Copy exactly every line below, from the first through the one that contains "ctx.restore()", and skip all pictures.
Task inputs Start Marker
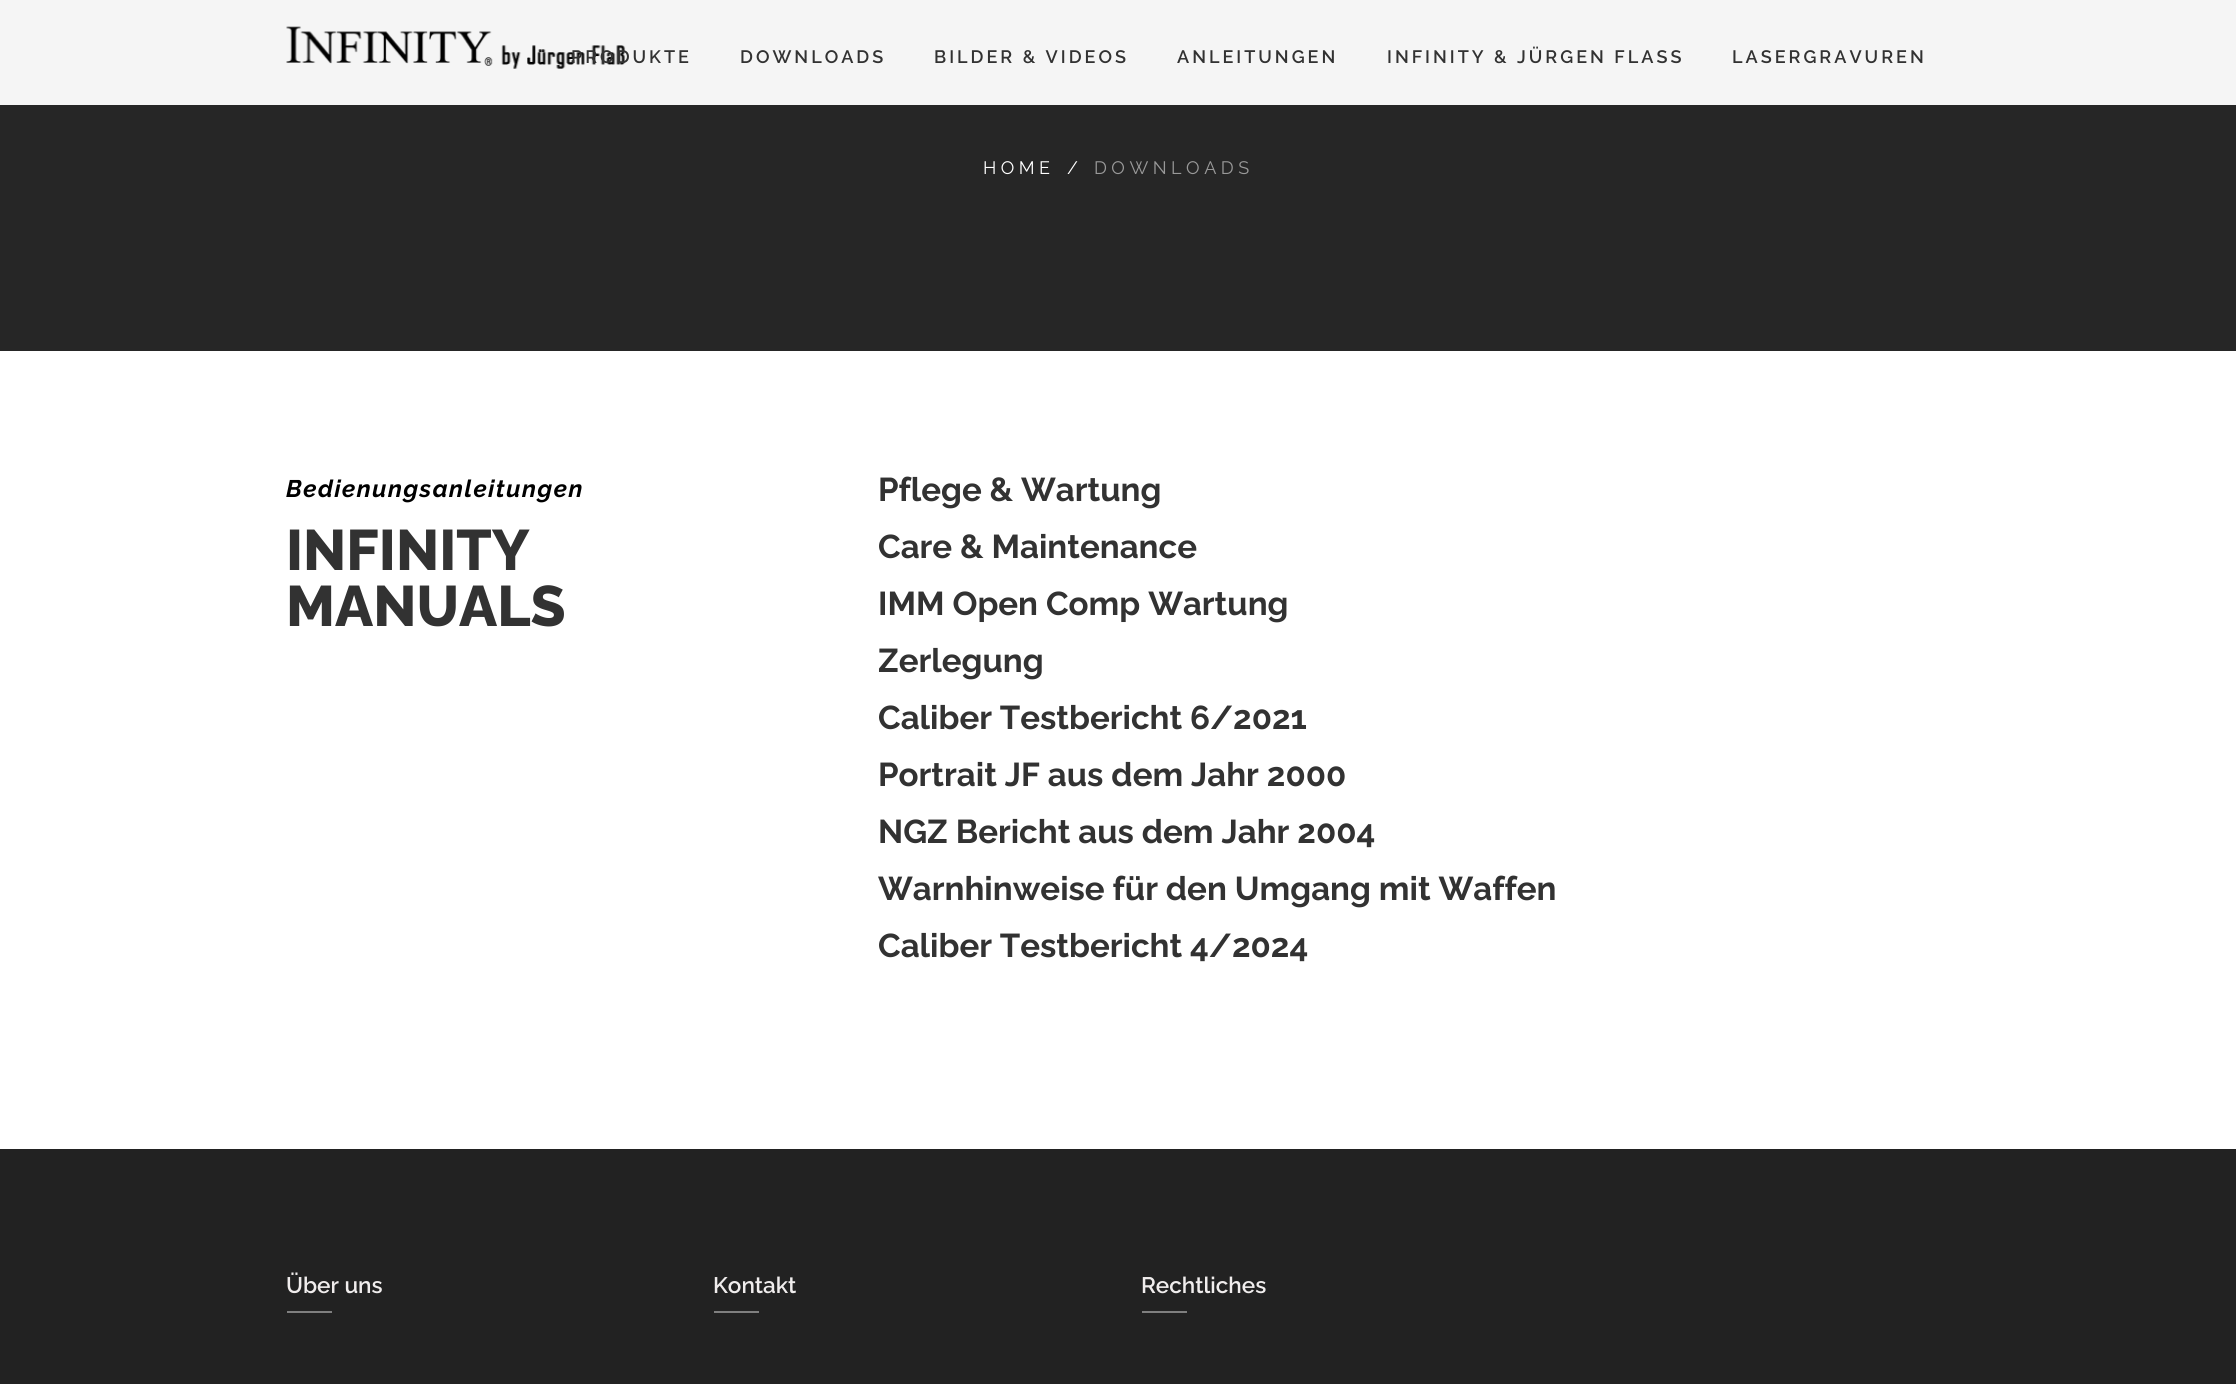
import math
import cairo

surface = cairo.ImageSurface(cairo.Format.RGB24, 2236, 1384)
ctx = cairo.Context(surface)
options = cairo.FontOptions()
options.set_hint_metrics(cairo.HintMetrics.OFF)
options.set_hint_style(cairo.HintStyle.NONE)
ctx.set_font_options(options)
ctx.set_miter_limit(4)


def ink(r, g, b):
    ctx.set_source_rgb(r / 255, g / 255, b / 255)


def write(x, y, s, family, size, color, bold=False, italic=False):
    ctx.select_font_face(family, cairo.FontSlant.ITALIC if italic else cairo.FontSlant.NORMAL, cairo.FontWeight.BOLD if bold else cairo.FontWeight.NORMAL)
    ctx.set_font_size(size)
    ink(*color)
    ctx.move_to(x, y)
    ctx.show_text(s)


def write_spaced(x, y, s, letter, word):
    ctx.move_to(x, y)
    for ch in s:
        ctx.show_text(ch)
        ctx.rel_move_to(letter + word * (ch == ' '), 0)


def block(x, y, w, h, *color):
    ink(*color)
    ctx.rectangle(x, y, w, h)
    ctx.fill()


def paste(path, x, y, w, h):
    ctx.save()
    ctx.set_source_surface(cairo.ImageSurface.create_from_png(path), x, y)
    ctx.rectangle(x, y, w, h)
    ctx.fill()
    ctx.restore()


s1 = dict(family="Raleway ExtraBold", size=57, color=(50, 50, 50))
s2 = dict(family="Raleway", size=33, color=(50, 50, 50), bold=True)
s3 = dict(family="Raleway SemiBold", size=22.5, color=(240, 237, 237))

ink(255, 255, 255)
ctx.paint()
block(0, 0, 2236, 351, 38, 38, 38)
ctx.set_source_rgba(1, 1, 1, 0.95)
ctx.rectangle(0, 0, 2236, 105)
ctx.fill()
paste("pic1.png", 286, 26, 340, 43)
ctx.select_font_face("Raleway SemiBold")
ctx.set_font_size(18)
ink(50, 50, 50)
write_spaced(571, 63, "PRODUKTE", 3, 0)
write_spaced(740, 63, "DOWNLOADS", 3, 0)
write_spaced(934, 63, "BILDER & VIDEOS", 3, 0)
write_spaced(1177, 63, "ANLEITUNGEN", 3, 0)
write_spaced(1387, 63, "INFINITY & JÜRGEN FLASS", 3, 0)
write_spaced(1732, 63, "LASERGRAVUREN", 3, 0)
ctx.select_font_face("Raleway")
ink(255, 255, 255)
write_spaced(983, 174, "HOME", 4.5, 0)
write_spaced(1067, 174, "/", 4.5, 0)
ink(153, 153, 153)
write_spaced(1094, 174, "DOWNLOADS", 4.5, 0)
ctx.select_font_face("Raleway", cairo.FontSlant.ITALIC, cairo.FontWeight.BOLD)
ctx.set_font_size(24)
ink(0, 0, 0)
write_spaced(286, 497, "Bedienungsanleitungen", 1.5, 0)
write(286, 570, "INFINITY", **s1)
write(286, 626, "MANUALS", **s1)
write(878, 501, "Pflege & Wartung", **s2)
write(878, 558, "Care & Maintenance", **s2)
write(878, 615, "IMM Open Comp Wartung", **s2)
write(878, 672, "Zerlegung", **s2)
write(878, 729, "Caliber Testbericht 6/2021", **s2)
write(878, 786, "Portrait JF aus dem Jahr 2000", **s2)
write(878, 843, "NGZ Bericht aus dem Jahr 2004", **s2)
write(878, 900, "Warnhinweise für den Umgang mit Waffen", **s2)
write(878, 957, "Caliber Testbericht 4/2024", **s2)
block(0, 1149, 2236, 235, 34, 34, 34)
write(286, 1293, "Über uns", **s3)
block(287, 1311, 45, 2, 127, 127, 127)
write(713, 1293, "Kontakt", **s3)
block(714, 1311, 45, 2, 127, 127, 127)
write(1141, 1293, "Rechtliches", **s3)
block(1142, 1311, 45, 2, 127, 127, 127)
surface.write_to_png("screenshot.png")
Task inputs End Marker
• Result of the task
import math
import cairo

surface = cairo.ImageSurface(cairo.Format.RGB24, 2236, 1384)
ctx = cairo.Context(surface)
options = cairo.FontOptions()
options.set_hint_metrics(cairo.HintMetrics.OFF)
options.set_hint_style(cairo.HintStyle.NONE)
ctx.set_font_options(options)
ctx.set_miter_limit(4)


def ink(r, g, b):
    ctx.set_source_rgb(r / 255, g / 255, b / 255)


def write(x, y, s, family, size, color, bold=False, italic=False):
    ctx.select_font_face(family, cairo.FontSlant.ITALIC if italic else cairo.FontSlant.NORMAL, cairo.FontWeight.BOLD if bold else cairo.FontWeight.NORMAL)
    ctx.set_font_size(size)
    ink(*color)
    ctx.move_to(x, y)
    ctx.show_text(s)


def write_spaced(x, y, s, letter, word):
    ctx.move_to(x, y)
    for ch in s:
        ctx.show_text(ch)
        ctx.rel_move_to(letter + word * (ch == ' '), 0)


def block(x, y, w, h, *color):
    ink(*color)
    ctx.rectangle(x, y, w, h)
    ctx.fill()


def paste(path, x, y, w, h):
    ctx.save()
    ctx.set_source_surface(cairo.ImageSurface.create_from_png(path), x, y)
    ctx.rectangle(x, y, w, h)
    ctx.fill()
    ctx.restore()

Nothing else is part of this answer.